De l'ombre à la lumière

A la recherche de la lumière

Livre d’Oliver Stone – 2020

Notation :

C’était pas ma guerre : +++++
C’était pas mon film : ++++
Alcool : ++++
Sexe : ++
Drogues : ++++
Moi moi moi (bon en même temps, c’est des mémoires) : ++++++++

Qu’est-ce que ça raconte ?

Dans A la recherche de la lumière, le cinéaste Oliver Stone nous raconte son parcours, de son enfance au début de la carrière hollywoodienne qu’on lui connaît.

Fils d’un père américain travaillant dans la finance à Wall Street et d’une mère française travaillant… à être le cliché d’une femme française, le brave Oliver nait et grandit dans un environnement plutôt aisé. Etudiant à Yale et destiné à avoir une belle vie de merde bien rangée, il va faire ce qui arrive parfois aux gens de sa caste : une bonne grosse crise existentielle. Il laisse alors tout tomber pour partir à l’aventure à travers le monde. Il travaille notamment dans la marine marchande, puis devient prof d’anglais à Saïgon. Cela lui a visiblement donné envie de tuer des Vietnamiens, puisqu’il s’engage ensuite dans l’armée comme soldat d’infanterie, un terme élégant pour dire « chair à canon ». S’il survit assez miraculeusement au front, il garde de nombreux traumatismes de cette expérience, car comme il l’affirmera avec force tout au long de sa filmographie : la guerre, c’est bif bof.

Oliver Stone au Vietnam en 1968 (crédits : OliverStone.com)
Y’a pas à dire, pour pécho sur Instagram ça impressionne plus que la photo d’influenceur en vacances à Dubaï.

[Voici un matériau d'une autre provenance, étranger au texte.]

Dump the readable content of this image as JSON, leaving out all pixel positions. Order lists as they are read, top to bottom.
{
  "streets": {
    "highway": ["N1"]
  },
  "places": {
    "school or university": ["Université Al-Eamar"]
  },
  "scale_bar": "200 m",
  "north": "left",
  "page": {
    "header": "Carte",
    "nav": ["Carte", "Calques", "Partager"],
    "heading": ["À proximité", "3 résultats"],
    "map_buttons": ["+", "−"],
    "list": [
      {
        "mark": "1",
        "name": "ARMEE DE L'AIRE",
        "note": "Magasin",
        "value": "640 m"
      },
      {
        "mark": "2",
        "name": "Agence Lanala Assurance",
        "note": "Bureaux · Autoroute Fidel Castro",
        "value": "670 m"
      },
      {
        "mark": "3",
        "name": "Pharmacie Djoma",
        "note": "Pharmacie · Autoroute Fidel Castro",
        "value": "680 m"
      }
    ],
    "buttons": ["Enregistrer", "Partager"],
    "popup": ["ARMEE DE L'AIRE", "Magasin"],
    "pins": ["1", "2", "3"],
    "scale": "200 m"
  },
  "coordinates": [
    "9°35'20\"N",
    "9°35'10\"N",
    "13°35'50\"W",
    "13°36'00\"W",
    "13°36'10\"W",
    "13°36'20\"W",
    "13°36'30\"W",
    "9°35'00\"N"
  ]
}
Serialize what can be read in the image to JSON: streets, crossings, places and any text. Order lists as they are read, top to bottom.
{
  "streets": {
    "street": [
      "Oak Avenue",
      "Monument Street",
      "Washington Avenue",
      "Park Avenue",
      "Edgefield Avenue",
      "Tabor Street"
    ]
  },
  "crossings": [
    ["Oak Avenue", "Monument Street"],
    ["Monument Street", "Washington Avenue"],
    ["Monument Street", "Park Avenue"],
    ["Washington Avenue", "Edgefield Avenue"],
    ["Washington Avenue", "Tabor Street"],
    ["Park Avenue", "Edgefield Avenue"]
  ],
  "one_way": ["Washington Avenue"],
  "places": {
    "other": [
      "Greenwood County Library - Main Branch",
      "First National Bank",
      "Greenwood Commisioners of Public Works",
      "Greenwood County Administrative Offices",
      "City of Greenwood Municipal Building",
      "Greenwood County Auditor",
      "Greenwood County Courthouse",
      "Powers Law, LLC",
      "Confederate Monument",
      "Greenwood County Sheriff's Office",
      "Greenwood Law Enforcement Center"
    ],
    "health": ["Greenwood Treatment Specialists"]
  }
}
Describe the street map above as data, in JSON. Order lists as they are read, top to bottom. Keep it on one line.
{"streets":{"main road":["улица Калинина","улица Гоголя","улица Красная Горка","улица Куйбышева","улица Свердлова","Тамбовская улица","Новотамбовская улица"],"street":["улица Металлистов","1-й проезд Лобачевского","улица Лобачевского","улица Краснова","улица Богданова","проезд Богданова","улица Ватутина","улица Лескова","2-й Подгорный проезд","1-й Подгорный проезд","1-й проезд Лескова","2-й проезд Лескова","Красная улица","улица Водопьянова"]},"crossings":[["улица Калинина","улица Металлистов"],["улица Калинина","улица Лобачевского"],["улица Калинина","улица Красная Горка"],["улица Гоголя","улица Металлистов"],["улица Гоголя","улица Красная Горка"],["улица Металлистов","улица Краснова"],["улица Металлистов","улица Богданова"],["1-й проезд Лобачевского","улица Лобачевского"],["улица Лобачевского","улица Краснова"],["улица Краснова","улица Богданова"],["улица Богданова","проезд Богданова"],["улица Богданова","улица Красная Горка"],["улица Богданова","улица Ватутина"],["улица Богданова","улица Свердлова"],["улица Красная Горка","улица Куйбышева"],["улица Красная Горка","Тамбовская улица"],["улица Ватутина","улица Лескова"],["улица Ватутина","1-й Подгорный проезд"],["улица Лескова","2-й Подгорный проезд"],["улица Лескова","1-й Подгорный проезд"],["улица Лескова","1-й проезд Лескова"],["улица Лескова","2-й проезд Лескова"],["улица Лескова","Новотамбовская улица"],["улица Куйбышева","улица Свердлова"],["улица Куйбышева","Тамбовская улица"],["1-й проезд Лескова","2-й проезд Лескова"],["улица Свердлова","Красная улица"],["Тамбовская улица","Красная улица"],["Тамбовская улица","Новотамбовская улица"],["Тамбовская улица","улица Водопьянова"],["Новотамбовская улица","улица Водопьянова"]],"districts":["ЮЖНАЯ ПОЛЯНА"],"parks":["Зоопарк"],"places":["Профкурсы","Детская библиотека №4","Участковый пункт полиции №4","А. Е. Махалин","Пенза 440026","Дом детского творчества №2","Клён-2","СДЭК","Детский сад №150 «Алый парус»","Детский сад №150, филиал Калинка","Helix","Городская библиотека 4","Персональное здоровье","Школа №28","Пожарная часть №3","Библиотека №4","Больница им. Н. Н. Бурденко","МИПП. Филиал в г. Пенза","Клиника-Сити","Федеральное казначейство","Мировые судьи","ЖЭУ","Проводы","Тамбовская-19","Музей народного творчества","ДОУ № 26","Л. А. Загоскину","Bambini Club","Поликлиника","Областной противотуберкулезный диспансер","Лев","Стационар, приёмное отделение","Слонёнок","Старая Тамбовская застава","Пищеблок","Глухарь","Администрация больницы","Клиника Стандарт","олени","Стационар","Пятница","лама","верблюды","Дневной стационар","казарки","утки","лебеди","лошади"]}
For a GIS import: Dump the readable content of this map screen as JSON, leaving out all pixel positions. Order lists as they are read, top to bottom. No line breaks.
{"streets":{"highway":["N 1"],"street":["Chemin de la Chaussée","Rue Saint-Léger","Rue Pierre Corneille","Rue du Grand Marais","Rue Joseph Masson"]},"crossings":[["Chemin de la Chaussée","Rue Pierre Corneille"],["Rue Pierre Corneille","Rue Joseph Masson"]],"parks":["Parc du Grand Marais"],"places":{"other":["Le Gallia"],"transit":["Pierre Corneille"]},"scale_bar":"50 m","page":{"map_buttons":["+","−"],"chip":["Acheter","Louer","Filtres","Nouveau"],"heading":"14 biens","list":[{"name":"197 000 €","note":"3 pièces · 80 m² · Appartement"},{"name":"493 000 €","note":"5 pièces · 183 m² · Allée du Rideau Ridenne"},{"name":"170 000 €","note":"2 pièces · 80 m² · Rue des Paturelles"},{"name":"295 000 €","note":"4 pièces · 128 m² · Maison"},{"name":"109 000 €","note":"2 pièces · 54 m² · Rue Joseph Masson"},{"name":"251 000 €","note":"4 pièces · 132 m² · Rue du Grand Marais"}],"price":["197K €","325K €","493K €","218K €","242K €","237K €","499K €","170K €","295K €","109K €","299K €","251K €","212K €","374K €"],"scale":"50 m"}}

De retour aux USA, il tente de devenir écrivain, mais son roman termine dans la poubelle des plus prestigieuses maisons d’édition. Persévérant dans l’idée d’une vocation de saltimbanque, il s’inscrit à la New York Film Academy, où il aura pour professeur Martin Scorsese – c’est sûr que c’est plus classe qu’en France, où les cours des écoles de ciné sont donnés par des réalisateurs de téléfilms sur TF1. Malgré cette formation qu’on imagine de qualité, Stone va galérer pendant un bon moment avant de trouver sa voie. Il réalise quelques films de série B totalement oubliés aujourd’hui, puis se consacre à sa carrière de scénariste en écrivant tout un tas de projets qui ne se concrétisent pas.

Mais comme dans toute bonne histoire américaine, la chance finit par tourner quand certains de ses scénarios sont enfin portés à l’écran. Ca commence fort, avec Midnight Express d’Alan Parker, pour lequel il recevra un Oscar. Puis ça continue un peu moins bien Conan le barbare, qui fut complètement réécrit par son réalisateur, John Milius, ou Scarface de Brian de Plama, qui avant de devenir un film culte, a surtout été un gros four. Mais Stone ne lâche pas l’affaire et ambitionne de passer à la réalisation, ce qu’il va faire avec deux films à petits budgets réalisés la même année : Salvador et Platoon. Le second cité lui permettra d’obtenir l’Oscar du meilleur film et du meilleur réalisateur, ce qui lancera sa carrière pour de bon. Et A la recherche de la lumière s’arrête là, parce qu’après il a trois villas avec piscine et que c’est moins palpitant à raconter que lorsqu’il rampait dans la jungle.

Oliver Stone reçoit son premier Oscar des mains de Lauren Bacall (crédits : Getty Images)
Un réalisateur qui n’a jamais manqué d’audace. Par exemple, aller chercher son Oscar avec cette coupe de cheveux.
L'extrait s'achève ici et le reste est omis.